Bulldozer Server Benchmarks Not Promising
New submitter RobinEggs writes "Some reviews of Bulldozer's server performance have arrived. Ars Technica has the breakdown, and the results are pretty ugly. Apparently Bulldozer fares just as poorly with servers as with desktops. From the article: 'One reason for the underwhelming performance on the desktop is that the Bulldozer architecture emphasizes multithreaded performance over single-threaded performance. For desktop applications, where single-threaded performance is still king, this is a problem. Server workloads, in contrast, typically have to handle multiple users, network connections, and virtual machines concurrently. This makes them a much better fit for processors that support lots of concurrent threads. ... It looks as though the decisions that hurt Bulldozer on the desktop continue to hurt it in the server room. Although the server benchmarks don't show the same regressions as were found on the desktop, they do little to justify the design of the new architecture.' It's probably much too early to start editorializing about the end of AMD, or even to say with certainty that Bulldozer has failed, but my untrained eye can't yet see any possible silver lining in these new processors."
Bulldozers do not make good servers. Use a computer. Problem solved.

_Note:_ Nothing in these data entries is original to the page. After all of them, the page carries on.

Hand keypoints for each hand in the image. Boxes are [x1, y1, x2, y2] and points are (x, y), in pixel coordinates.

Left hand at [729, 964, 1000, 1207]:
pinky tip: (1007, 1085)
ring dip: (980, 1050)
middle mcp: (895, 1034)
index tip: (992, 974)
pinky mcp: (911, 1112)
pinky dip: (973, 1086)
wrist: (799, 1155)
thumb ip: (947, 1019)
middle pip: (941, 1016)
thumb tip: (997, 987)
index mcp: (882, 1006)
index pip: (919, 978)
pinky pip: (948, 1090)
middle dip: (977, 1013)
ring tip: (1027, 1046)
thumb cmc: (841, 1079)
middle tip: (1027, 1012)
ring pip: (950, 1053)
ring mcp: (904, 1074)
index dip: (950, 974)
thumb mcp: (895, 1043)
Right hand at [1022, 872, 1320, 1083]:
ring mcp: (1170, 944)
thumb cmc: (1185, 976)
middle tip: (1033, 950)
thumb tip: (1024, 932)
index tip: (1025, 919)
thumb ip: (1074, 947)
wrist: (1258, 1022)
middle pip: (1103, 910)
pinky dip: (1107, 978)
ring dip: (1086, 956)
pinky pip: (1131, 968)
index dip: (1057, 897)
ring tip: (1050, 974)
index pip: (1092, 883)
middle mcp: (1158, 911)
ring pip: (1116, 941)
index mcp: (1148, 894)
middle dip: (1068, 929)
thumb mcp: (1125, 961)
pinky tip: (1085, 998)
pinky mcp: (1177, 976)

How many more years will slashdot have an off-by-one error on your Score in your profile?
And yet, 3 supercomputers with those opterons were ordered in the last 4 weeks ? and in a month, one of them - which is being revamped from #3 supercomputer position of the world - will be #1 supercomputer of the world when complete ? Was lockheed martin also morons to choose an opteron based supercomputer ?
Why is an article which is apparently written to bash amd was included in slashdot despite its apparent bias ?
Read radical news here
The standard of writing at "Ars Technica" have declined far more than AMD's relative performance to Intel.

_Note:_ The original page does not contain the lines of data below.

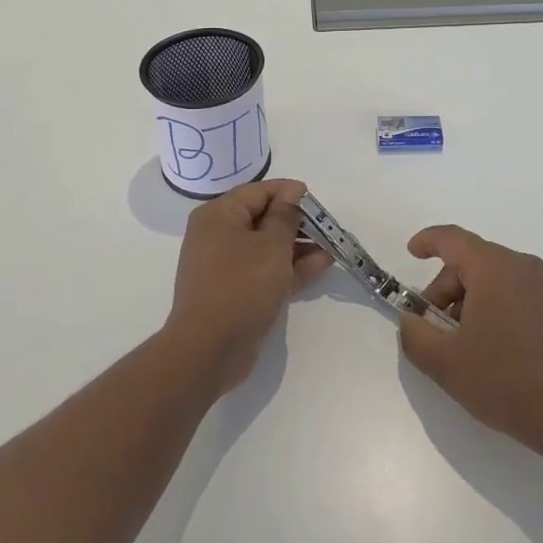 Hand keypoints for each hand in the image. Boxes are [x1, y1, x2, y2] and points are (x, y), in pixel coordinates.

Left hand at [165, 179, 331, 396]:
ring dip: (299, 246)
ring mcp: (227, 265)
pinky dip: (291, 267)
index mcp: (219, 216)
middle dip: (298, 222)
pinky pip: (266, 270)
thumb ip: (285, 216)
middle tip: (329, 227)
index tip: (317, 202)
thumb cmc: (241, 287)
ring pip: (268, 247)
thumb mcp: (271, 246)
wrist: (209, 350)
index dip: (289, 193)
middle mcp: (219, 235)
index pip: (259, 192)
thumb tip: (292, 192)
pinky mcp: (237, 291)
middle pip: (264, 218)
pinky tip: (321, 265)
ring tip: (332, 247)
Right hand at [398, 225, 542, 462]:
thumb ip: (415, 335)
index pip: (453, 239)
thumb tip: (411, 321)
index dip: (427, 241)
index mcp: (494, 268)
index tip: (411, 253)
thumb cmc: (505, 380)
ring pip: (492, 280)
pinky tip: (487, 349)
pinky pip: (512, 294)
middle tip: (432, 330)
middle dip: (444, 290)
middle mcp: (522, 267)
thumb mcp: (445, 362)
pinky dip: (491, 309)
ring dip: (467, 303)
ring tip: (460, 346)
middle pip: (471, 263) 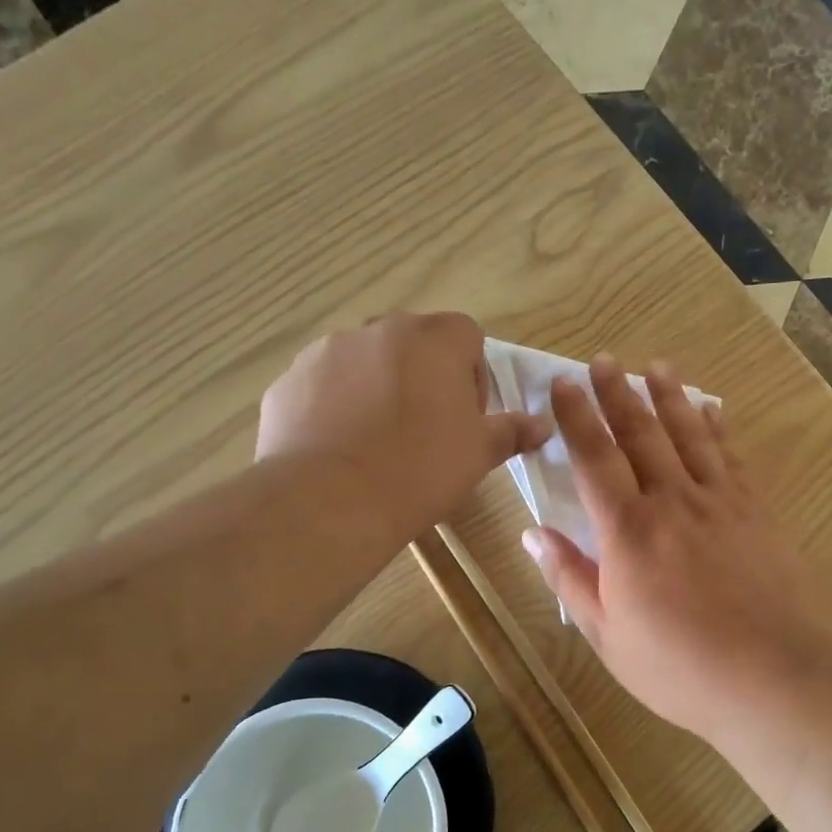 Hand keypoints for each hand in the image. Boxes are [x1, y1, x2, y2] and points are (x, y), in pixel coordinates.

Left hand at [257, 313, 547, 544]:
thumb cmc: (420, 470)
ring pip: (365, 361)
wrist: (329, 501)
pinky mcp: (289, 381)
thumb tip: (543, 426)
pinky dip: (336, 406)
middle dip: (425, 377)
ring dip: (379, 388)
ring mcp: (325, 352)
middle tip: (426, 430)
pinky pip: (324, 385)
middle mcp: (377, 330)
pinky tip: (341, 449)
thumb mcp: (478, 454)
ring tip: (378, 442)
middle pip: (413, 344)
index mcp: (432, 340)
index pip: (466, 334)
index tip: (466, 416)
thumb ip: (511, 431)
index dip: (473, 373)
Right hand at [521, 356, 831, 744]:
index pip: (595, 458)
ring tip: (655, 366)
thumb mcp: (607, 635)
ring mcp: (719, 502)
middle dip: (618, 393)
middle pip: (641, 433)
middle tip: (603, 360)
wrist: (769, 675)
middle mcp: (672, 501)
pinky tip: (710, 409)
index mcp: (627, 530)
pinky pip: (730, 456)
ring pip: (688, 434)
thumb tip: (533, 534)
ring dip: (669, 396)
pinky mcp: (754, 511)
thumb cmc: (678, 665)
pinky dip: (716, 428)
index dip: (577, 417)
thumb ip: (570, 578)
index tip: (562, 384) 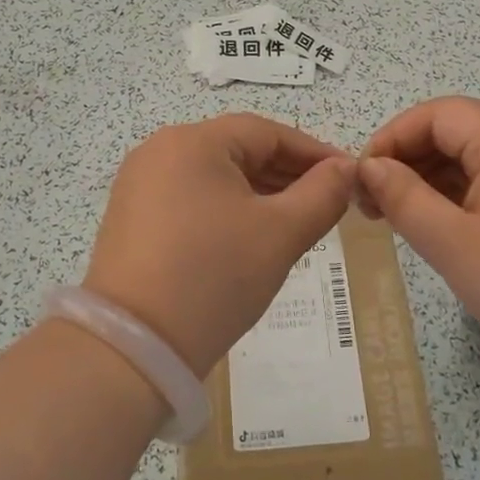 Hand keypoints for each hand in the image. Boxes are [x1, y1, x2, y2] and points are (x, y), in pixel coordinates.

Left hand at [83, 115, 356, 373]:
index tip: (348, 176)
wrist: (135, 347)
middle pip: (237, 150)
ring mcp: (139, 185)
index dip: (313, 152)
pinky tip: (249, 238)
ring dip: (258, 194)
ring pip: (215, 177)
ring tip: (296, 222)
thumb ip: (322, 194)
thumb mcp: (281, 233)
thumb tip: (346, 168)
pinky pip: (190, 199)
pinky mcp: (131, 218)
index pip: (266, 132)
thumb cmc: (215, 275)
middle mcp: (160, 151)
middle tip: (327, 203)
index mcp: (192, 141)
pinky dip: (226, 210)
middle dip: (287, 174)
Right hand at [358, 97, 479, 388]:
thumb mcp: (454, 246)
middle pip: (455, 130)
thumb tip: (369, 167)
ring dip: (430, 177)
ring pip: (473, 154)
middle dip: (408, 158)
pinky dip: (459, 193)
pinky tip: (436, 223)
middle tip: (373, 204)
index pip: (438, 114)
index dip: (393, 138)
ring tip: (396, 217)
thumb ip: (404, 199)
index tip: (363, 180)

Recall the Itanium from Intel and HP.. It started out with great hype more than ten years ago. When the first benchmarks came no-one wanted to believe them. Still that particular architecture is about to die.
Unfortunately, Bulldozer may end up with a similar fate. The big difference is that Intel had its regular desktop cpu line-up to finance the Itanium disaster. If nothing can be much improved on the AMD cpu side, can the shrinking graphics card business save AMD?
I hope so.
i always liked the AMD CPUs, mostly for almost equal computing power for less money but at the moment this is not really true anymore it seems when i look at the benchmarks (doesn't matter if desktop or server)

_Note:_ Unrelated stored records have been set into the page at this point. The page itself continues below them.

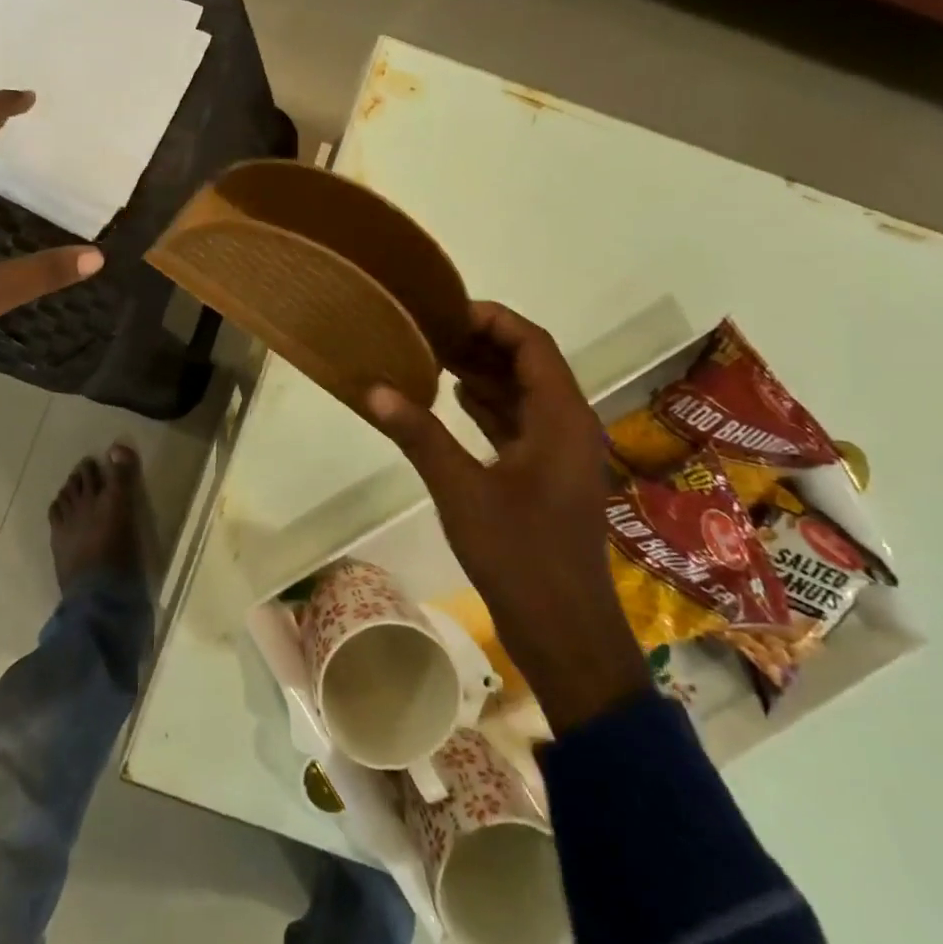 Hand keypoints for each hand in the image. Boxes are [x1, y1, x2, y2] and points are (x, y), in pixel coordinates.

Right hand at [365, 302, 649, 732]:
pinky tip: (453, 398)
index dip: (492, 319)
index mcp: (561, 418)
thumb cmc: (520, 556)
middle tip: (428, 330)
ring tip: (432, 355)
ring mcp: (559, 453)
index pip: (533, 344)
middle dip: (482, 343)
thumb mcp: (462, 491)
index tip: (444, 310)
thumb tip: (374, 389)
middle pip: (530, 364)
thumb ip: (420, 435)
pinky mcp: (546, 476)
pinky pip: (519, 424)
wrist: (565, 632)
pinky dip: (489, 406)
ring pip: (524, 394)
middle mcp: (568, 426)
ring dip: (485, 373) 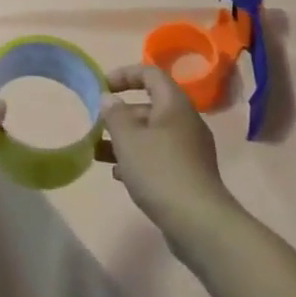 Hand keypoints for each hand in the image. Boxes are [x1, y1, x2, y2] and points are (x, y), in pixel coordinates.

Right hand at [101, 64, 238, 252]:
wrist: (198, 223)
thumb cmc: (159, 170)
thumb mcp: (128, 139)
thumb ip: (114, 114)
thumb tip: (109, 99)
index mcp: (174, 105)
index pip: (150, 74)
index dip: (125, 75)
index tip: (102, 87)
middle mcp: (185, 122)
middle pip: (149, 106)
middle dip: (120, 115)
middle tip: (97, 126)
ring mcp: (189, 150)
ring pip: (152, 135)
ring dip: (125, 140)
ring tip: (98, 153)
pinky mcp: (189, 175)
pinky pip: (159, 157)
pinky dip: (138, 160)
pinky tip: (119, 175) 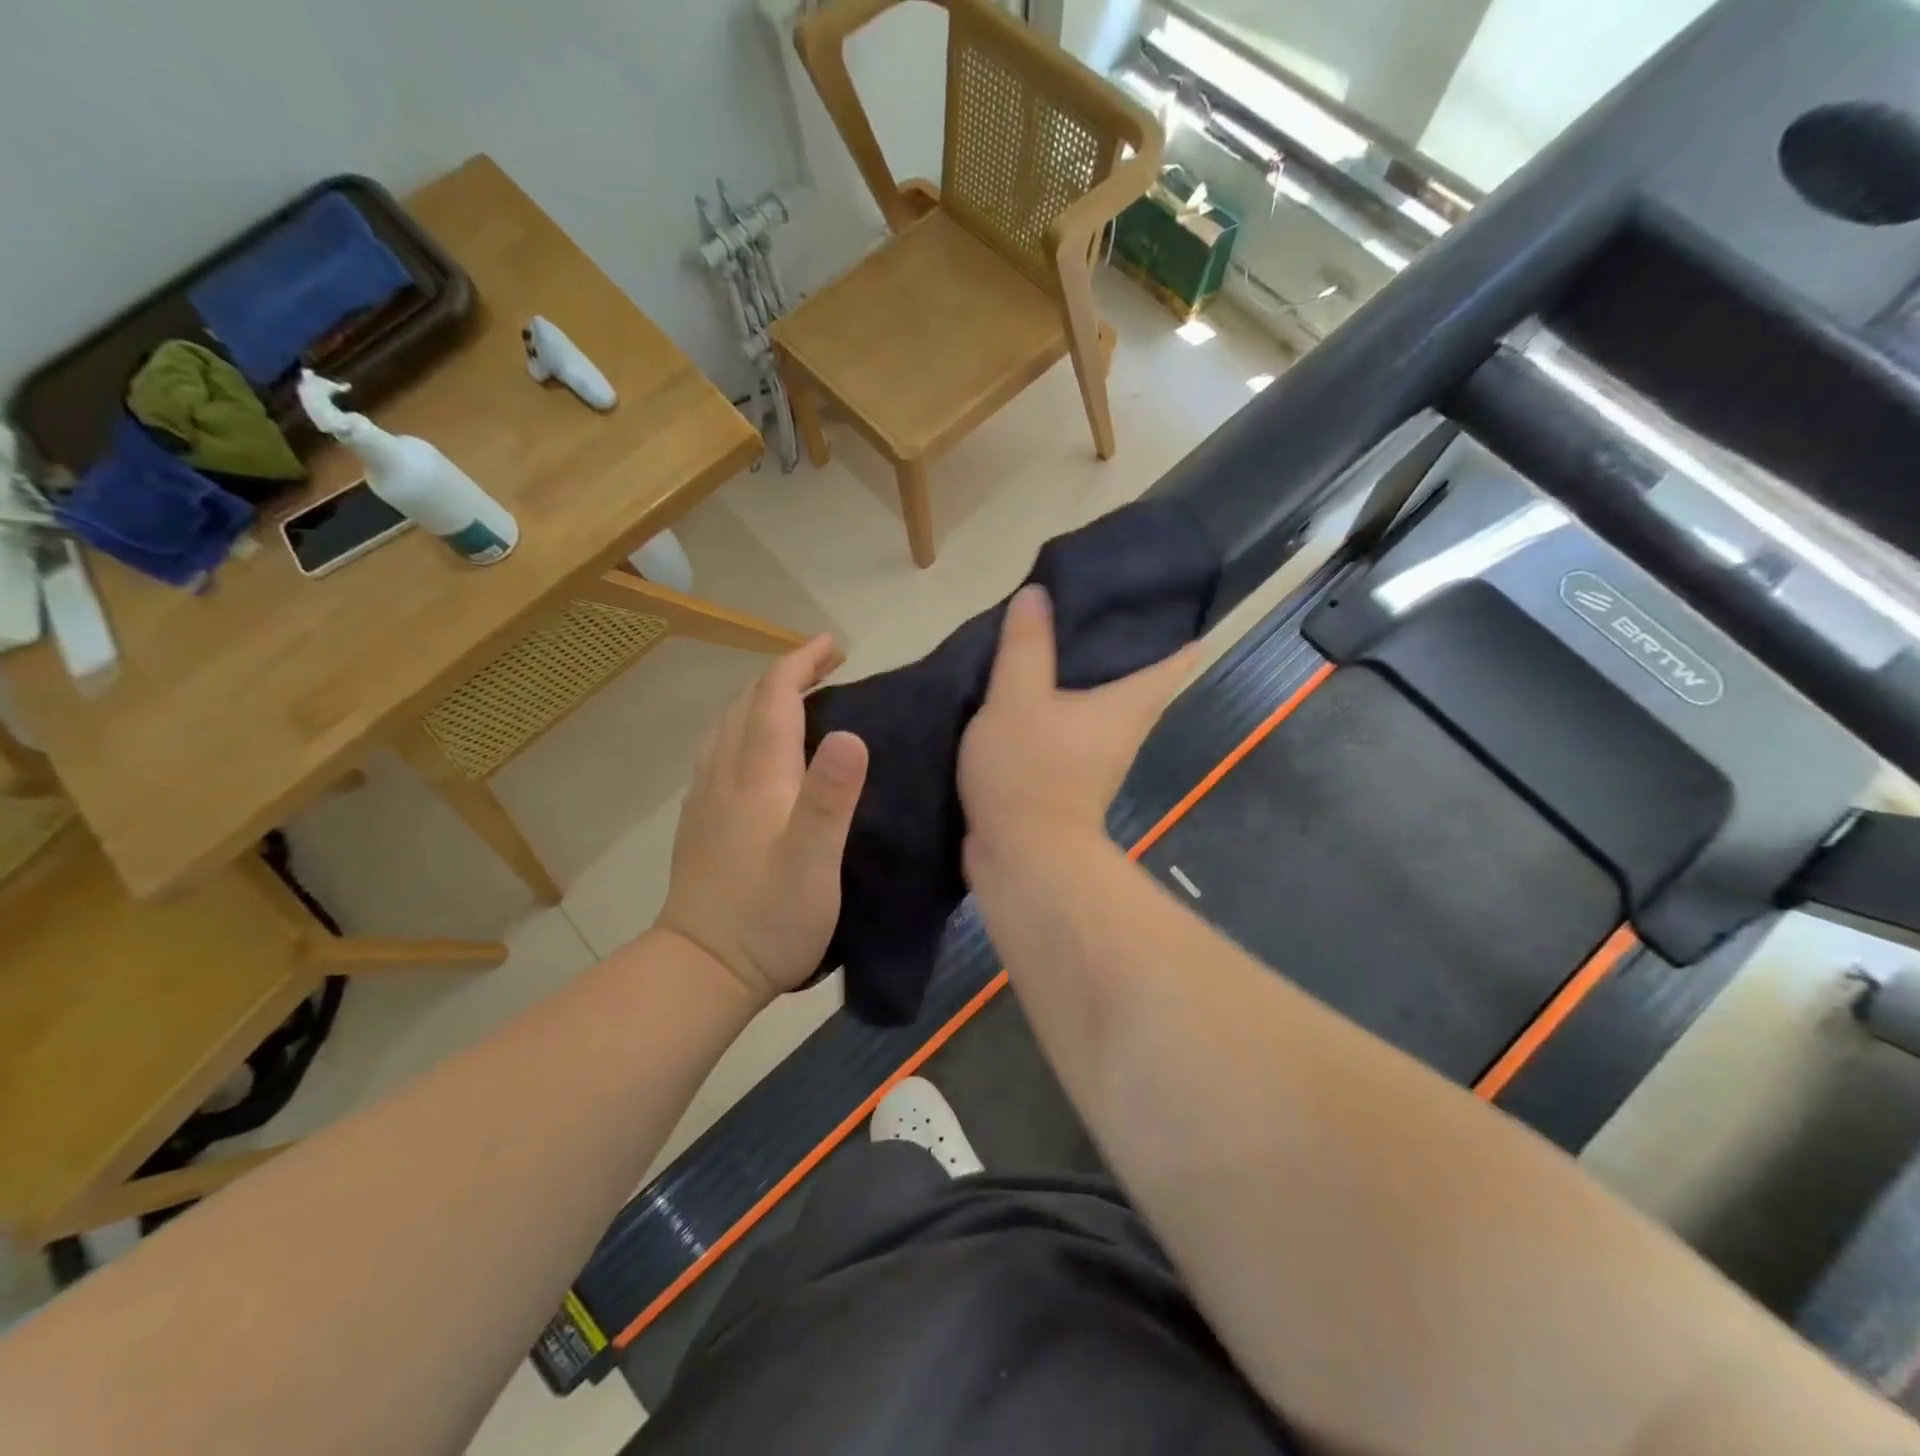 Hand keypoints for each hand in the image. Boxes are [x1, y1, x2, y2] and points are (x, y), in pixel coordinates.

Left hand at [658, 636, 867, 1002]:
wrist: (701, 970)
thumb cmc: (769, 919)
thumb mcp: (814, 863)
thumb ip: (830, 798)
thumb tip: (852, 733)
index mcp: (758, 779)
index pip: (774, 699)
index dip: (800, 663)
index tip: (831, 644)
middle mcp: (725, 777)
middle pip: (746, 705)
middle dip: (783, 674)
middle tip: (823, 665)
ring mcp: (706, 799)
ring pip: (726, 727)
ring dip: (759, 699)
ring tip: (792, 697)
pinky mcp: (700, 822)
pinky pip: (718, 752)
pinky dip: (741, 728)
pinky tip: (752, 748)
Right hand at [959, 585, 1198, 860]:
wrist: (1020, 855)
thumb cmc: (1029, 770)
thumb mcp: (1018, 697)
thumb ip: (1026, 646)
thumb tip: (1037, 594)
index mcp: (1127, 705)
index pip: (1174, 661)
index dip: (1179, 632)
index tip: (1173, 603)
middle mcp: (1123, 731)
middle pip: (1139, 682)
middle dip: (1126, 648)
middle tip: (1099, 606)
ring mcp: (1097, 760)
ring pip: (1101, 706)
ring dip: (1087, 679)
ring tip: (1060, 640)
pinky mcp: (1067, 781)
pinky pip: (1070, 731)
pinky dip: (1059, 708)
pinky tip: (1030, 692)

I really don't get the conclusion.
The bulldozer is faster then the Xeon chip on all cpu benchmarks which can generate enough threads to fill all cores.
Each bulldozer core is as fast as a core on a Opteron 6100.
It looks exactly like the cpu I want in my web/db server, and my supercomputer.
We need healthy competition to Intel, to keep pushing tech forward and prices down. Sadly AMD simply has not performed over the last year or two, with no real answers to Intel's I series.
I thought we all switched to full-fat floating-point operations over 15 years ago when the Pentium hit the mainstream and everyone finally had an on-die FPU in their PC
Its application dependent. I doubt if much fp stuff gets done in cryptography, routing, and many simulations.
When someone says that a CPU was designed around multiple threads I think virtualization. yeah you can argue that servers are multithreaded in that they have to handle multiple users connecting, but that's bull. I can write a badly threaded application that doesn't effectively use the multiple cores...
So how do these cpus perform with something like ESX running on them?
Scott
That's perfect for running BOINC though, which is very good at using multiple cores at their full capacity. Useless for the business, but great for contributing to science projects :-)
Bulldozer chips are in short supply due to sales. Because they are not able to immediately meet opteron demands, amd is keeping 8150 supply low, binning them as opterons instead, and therefore leaving desktop market undersupplied. read the informative thread below.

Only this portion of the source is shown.